Nurmi se recusou a se profissionalizar e continuou correndo como amador na Finlândia. Em 1933, ele correu seus primeiros 1.500 m em três anos e conquistou o título nacional com seu melhor tempo desde 1926. No encontro da IAAF em agosto de 1934, a Finlândia lançou duas propostas que perderam. O conselho então apresentou sua resolução autorizando-o a suspender atletas que considerasse violação do código amador da IAAF. Com uma votação de 12–5, com muitos não votando, a suspensão de Nurmi do atletismo amador internacional tornou-se definitiva. Menos de três semanas depois, Nurmi se aposentou da corrida com uma vitória de 10.000 m em Viipuri em 16 de setembro de 1934. Nurmi permaneceu invicto na distância ao longo de seus 14 anos de carreira de alto nível. Na corrida cross country, sua seqüência de vitórias durou 19 anos.
Mais tarde
Enquanto ativo como corredor, Nurmi era conhecido por ser reservado sobre seus métodos de treinamento. Sempre correndo sozinho, ele aumentava o ritmo e esgotava rapidamente qualquer um que ousasse acompanhá-lo. Até mesmo seu companheiro de clube, Harri Larva, aprendeu pouco com ele. Depois de encerrar sua carreira, Nurmi tornou-se técnico da Federação Finlandesa de Atletismo e treinou corredores para os Jogos Olímpicos de Verão de 1936 em Berlim. Em 1935, Nurmi junto com todo o conselho de diretores deixou a federação após uma votação acalorada de 40–38 para retomar as relações atléticas com a Suécia. No entanto, Nurmi voltou a treinar três meses depois e os corredores de longa distância finlandeses conquistaram três medalhas de ouro, três de prata e uma de bronze nos Jogos. Em 1936, Nurmi também abriu uma loja de roupas masculinas (armarinhos) em Helsinque. Tornou-se uma atração turística popular, e Emil Zátopek estava entre os que visitaram a loja tentando conhecer Nurmi. O finlandês passava o tempo na sala dos fundos, administrando outro novo empreendimento comercial; construção. Como empreiteiro, Nurmi construiu quarenta prédios de apartamentos em Helsinque, com cerca de cem apartamentos cada. Em cinco anos, ele foi classificado como milionário. Seu rival mais feroz, Ritola, acabou morando em um dos apartamentos de Nurmi, pela metade do preço. Nurmi também ganhou dinheiro na bolsa de valores, tornando-se uma das pessoas mais ricas da Finlândia.

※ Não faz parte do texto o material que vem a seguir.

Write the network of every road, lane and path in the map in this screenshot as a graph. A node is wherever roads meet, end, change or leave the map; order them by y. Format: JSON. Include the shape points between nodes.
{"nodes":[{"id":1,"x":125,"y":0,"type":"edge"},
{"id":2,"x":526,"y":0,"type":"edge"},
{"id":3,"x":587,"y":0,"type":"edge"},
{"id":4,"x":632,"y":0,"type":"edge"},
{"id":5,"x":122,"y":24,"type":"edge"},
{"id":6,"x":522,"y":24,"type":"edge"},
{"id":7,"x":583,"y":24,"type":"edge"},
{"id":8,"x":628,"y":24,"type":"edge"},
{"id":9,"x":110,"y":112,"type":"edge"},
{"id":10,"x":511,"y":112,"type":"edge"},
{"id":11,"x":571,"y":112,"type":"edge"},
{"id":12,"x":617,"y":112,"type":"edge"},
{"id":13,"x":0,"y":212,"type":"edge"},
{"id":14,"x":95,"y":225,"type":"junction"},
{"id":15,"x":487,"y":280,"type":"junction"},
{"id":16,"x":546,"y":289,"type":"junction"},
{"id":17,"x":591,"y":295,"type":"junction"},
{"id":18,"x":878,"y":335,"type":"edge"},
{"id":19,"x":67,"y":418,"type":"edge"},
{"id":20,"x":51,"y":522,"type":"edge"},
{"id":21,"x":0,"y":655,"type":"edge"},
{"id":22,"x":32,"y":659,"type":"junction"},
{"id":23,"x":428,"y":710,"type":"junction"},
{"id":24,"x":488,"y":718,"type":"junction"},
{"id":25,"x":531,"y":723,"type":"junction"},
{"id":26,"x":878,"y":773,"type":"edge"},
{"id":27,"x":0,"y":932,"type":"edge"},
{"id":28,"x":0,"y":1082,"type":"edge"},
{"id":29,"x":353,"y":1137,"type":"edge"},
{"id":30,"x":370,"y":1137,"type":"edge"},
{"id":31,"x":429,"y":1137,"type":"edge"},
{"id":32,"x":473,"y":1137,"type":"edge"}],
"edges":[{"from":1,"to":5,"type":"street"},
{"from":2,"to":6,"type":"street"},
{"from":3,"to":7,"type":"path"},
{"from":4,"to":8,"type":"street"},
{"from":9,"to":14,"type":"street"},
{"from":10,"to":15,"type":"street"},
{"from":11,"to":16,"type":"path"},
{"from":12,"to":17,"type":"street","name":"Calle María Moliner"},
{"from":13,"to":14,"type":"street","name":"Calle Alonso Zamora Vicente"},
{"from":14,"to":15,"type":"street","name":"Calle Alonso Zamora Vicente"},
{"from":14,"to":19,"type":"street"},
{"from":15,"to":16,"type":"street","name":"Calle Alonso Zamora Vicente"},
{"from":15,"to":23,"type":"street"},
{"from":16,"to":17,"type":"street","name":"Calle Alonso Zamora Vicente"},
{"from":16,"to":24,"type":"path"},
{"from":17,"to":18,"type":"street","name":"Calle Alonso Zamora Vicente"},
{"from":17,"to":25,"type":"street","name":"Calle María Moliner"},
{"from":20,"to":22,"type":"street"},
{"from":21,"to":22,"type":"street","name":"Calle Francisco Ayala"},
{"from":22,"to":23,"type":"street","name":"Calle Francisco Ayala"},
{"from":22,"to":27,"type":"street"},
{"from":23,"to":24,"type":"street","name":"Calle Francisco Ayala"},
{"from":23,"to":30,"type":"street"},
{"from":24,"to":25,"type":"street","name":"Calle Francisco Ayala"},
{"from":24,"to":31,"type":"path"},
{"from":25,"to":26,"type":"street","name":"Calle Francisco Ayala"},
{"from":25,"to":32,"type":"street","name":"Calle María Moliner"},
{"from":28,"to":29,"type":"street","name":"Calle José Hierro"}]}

Em fevereiro de 1940, durante a Guerra de Inverno entre a Finlândia e a União Soviética, Nurmi retornou aos Estados Unidos com seu protegido Taisto Mäki, que se tornou o primeiro homem a correr os 10.000 m em menos de 30 minutos, para arrecadar fundos e reunir apoio à causa finlandesa. A campanha de socorro, dirigida pelo ex-presidente Herbert Hoover, incluiu uma turnê de costa a costa de Nurmi e Mäki. Hoover deu as boas-vindas aos dois como "embaixadores da maior nação esportiva do mundo". Enquanto estava em São Francisco, Nurmi recebeu a notícia de que um de seus aprendizes, o campeão olímpico de 1936 Gunnar Höckert, havia sido morto em combate. Nurmi partiu para a Finlândia no final de abril e mais tarde serviu na Guerra da Continuação em uma empresa de entregas e como treinador do estado-maior militar. Antes de ser dispensado em janeiro de 1942, Nurmi foi promovido primeiro a sargento (ylikersantti) e depois a sargento de primeira classe (vääpeli).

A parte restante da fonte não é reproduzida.